About the Personal Diet Improvement Program
According to the nutritionists at the University of Illinois Urbana-Champaign who created iDip, the Personal Diet Improvement Program is a self-guided approach that includes easy-to-use tools.
“Our program does not provide or offer a strict diet plan or formula for participants to follow” PhD student Mindy H. Lee, co-author of the study said. “We don’t rule out food groups like low-carbohydrate or low-fat plans. The main goal is to empower dieters to make informed choices so they can create a weight management program.” its own sustainability.”
Diet flexibility is the key to sustainable weight loss and maintenancestudy co-author Manabu T. Nakamura, a professor of nutrition at the university.
“The problem with today’s commercial weight loss programs and products is that the extent to which dieters lose weight is not great,” he says. “The more serious problem is that people cannot maintain it.

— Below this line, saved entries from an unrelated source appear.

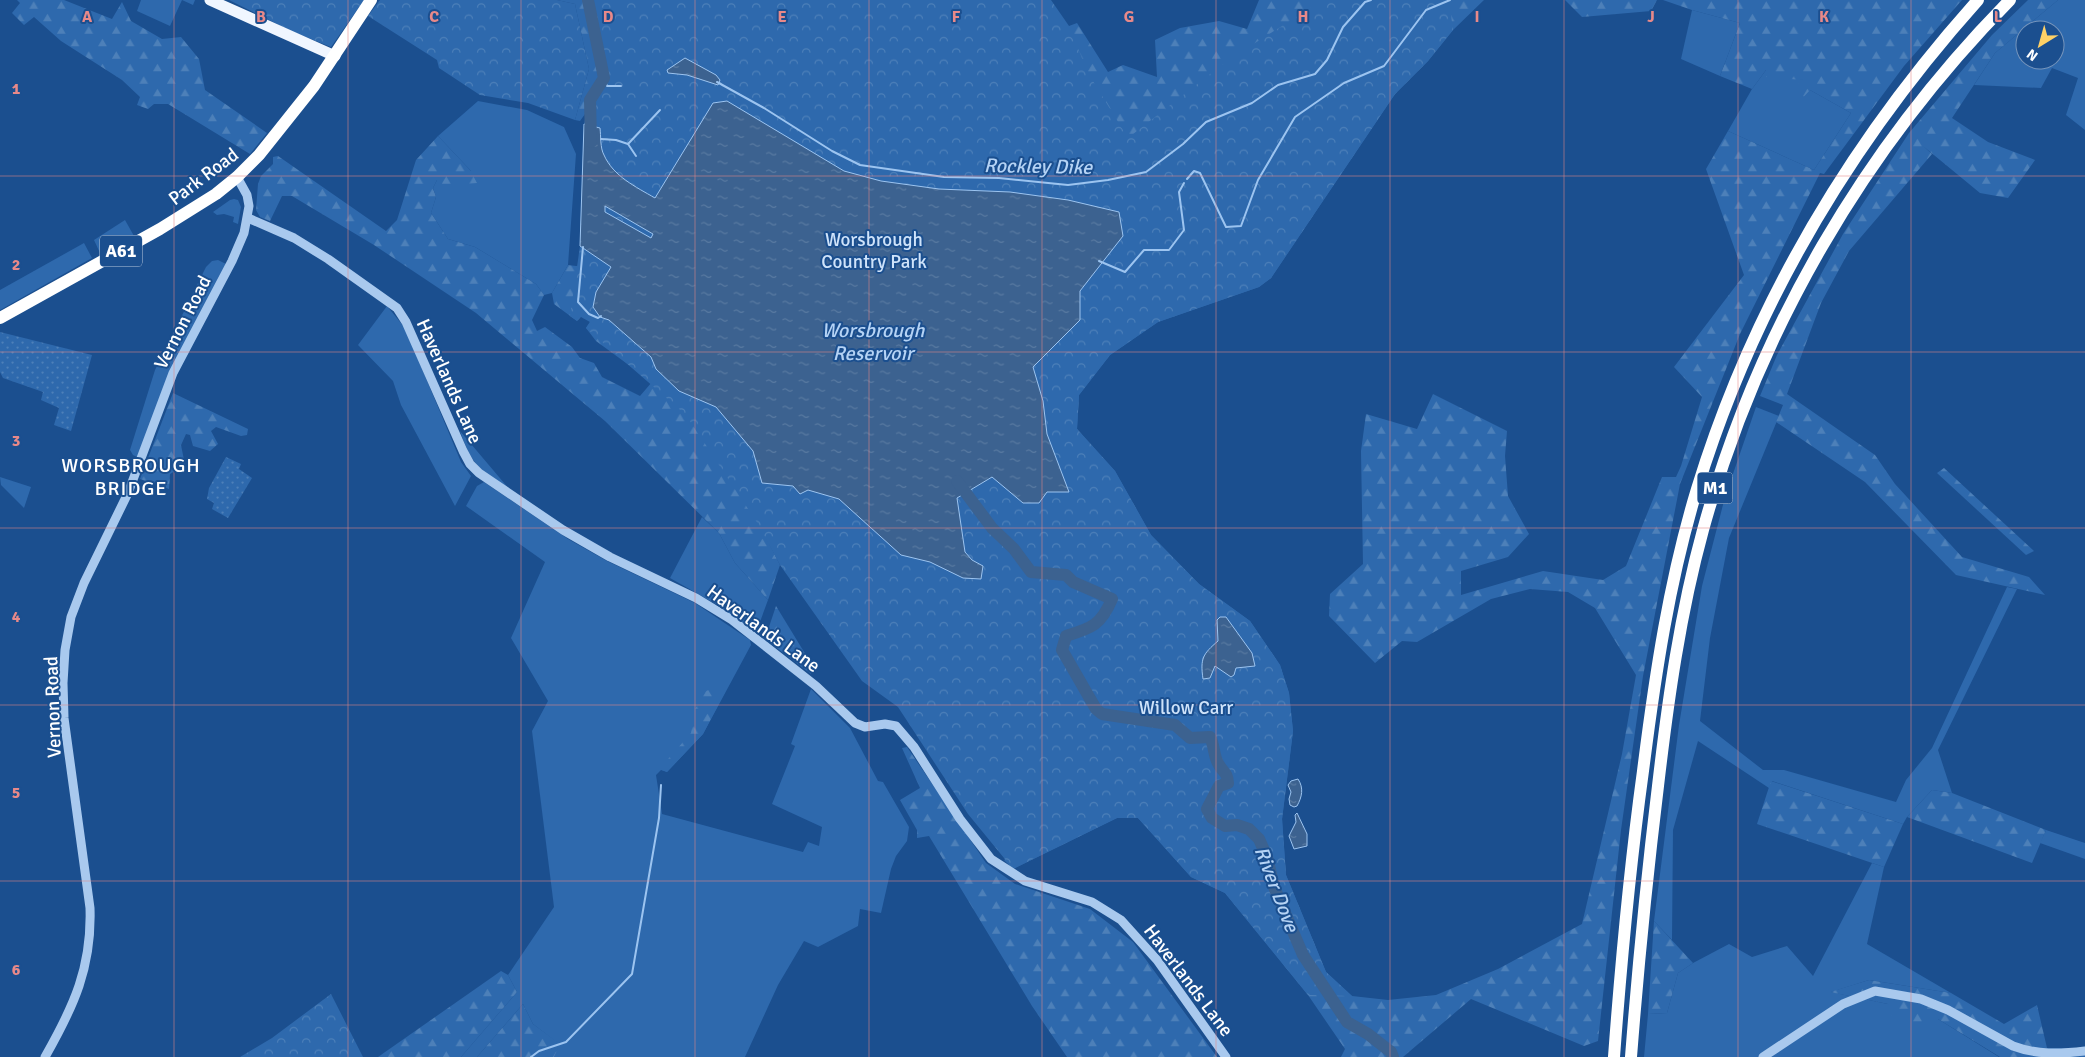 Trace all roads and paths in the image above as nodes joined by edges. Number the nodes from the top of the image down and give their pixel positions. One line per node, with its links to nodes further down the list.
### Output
1 (210, 0): 5 (main road)
2 (371, 0): 5 (highway, Park Road / A61)
3 (1978, 0): 12 (highway, M1)
4 (2010, 0): 13 (highway, M1)
5 (335, 56): 6 (highway, Park Road / A61)
6 (237, 177): 7 (street, Vernon Road); 8 (highway, Park Road / A61)
7 (248, 218): 10 (street, Vernon Road); 11 (street, Haverlands Lane)
8 (0, 318)
9 (2085, 1051): 14 (street)
10 (45, 1057)
11 (1226, 1057)
12 (1614, 1057)
13 (1631, 1057)
14 (1763, 1057) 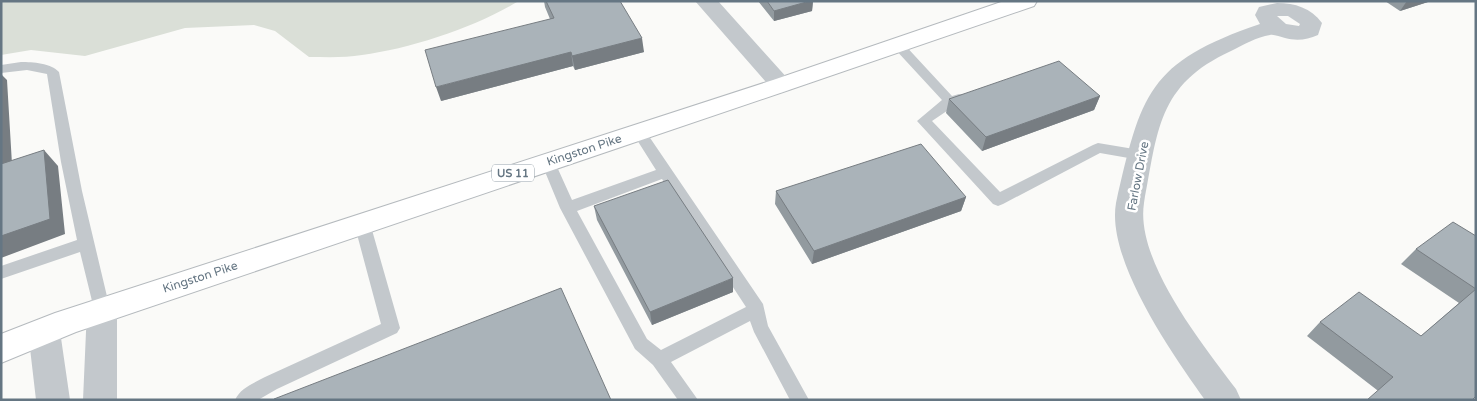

“If they follow the program or only consume the foods they’re required to for four or six months, they lose a certain amount of weight, but when they drop out of the program or buy the product, the weight will go back immediately. And that’s highly discouraged for them.”
iDip Visual Tool
A visual tool developed by researchers that charts a dieter’s protein and fiber intake, helping them choose foods that reduce their overall calorie intake without reducing their protein and fiber intake.
Based on dietary guidelines issued by the Institute of Medicine, the visualization tool iDip charts a food’s protein and fiber density per calorie along with target ranges for meals. The tool helps users create meals with about 80 grams of protein and 20 grams of fiber per day while limiting their intake to less than 1,500 calories per day.
Between the ages of 24-59, all participants in the initial clinical trial had a body mass index greater than 28, placing them in the overweight or obese category. According to the participants’ self-reports, they had obesity-related health conditions such as high blood pressure and had tried two or more commercial diet programs or weight loss products in the past.
Participants weighed themselves daily at home using a wifi-enabled scale, and the researchers provided each person with a weekly chart showing their weight loss progress, expected rate of loss and six-month target weight.
Daily weight charts and weekly feedback allow participants to track their progress without needing to count calories or complete a daily food diary, which can be tedious, says Nakamura time and inaccuracy.
“In all of human history, no culture has counted calories,” says Nakamura. “And we know it’s not sustainable in the long-term. But daily weighing and trend logging is a very important tool. It’s easy to maintain for a lifetime and a good habit for anyone looking to lose or maintain weight. my weight.”
During the 12-month program, participants attended 22 educational sessions led by registered dietitians. They include 19 group lectures that provide nutritional information and explain how to apply this knowledge to shopping and cooking. Lectures also focus on the benefits of physical activity and how to navigate the plateaus of weight loss and maintenance.
In addition, each participant received three individual coaching and counseling sessions.
According to the study, 12 out of 14 participants completed the program. Half met the researchers’ goal of losing at least 5% of their body weight and maintaining it over the six-month follow-up period, Lee said.
Despite the small number of participants, the researchers say it demonstrated the program’s viability.
A third clinical trial of iDip is currently underway with 30 participants, and the results are even more promising. By the end of the six-month weight loss phase, the participants had lost about 6.5 percent of their body weight, says Lee.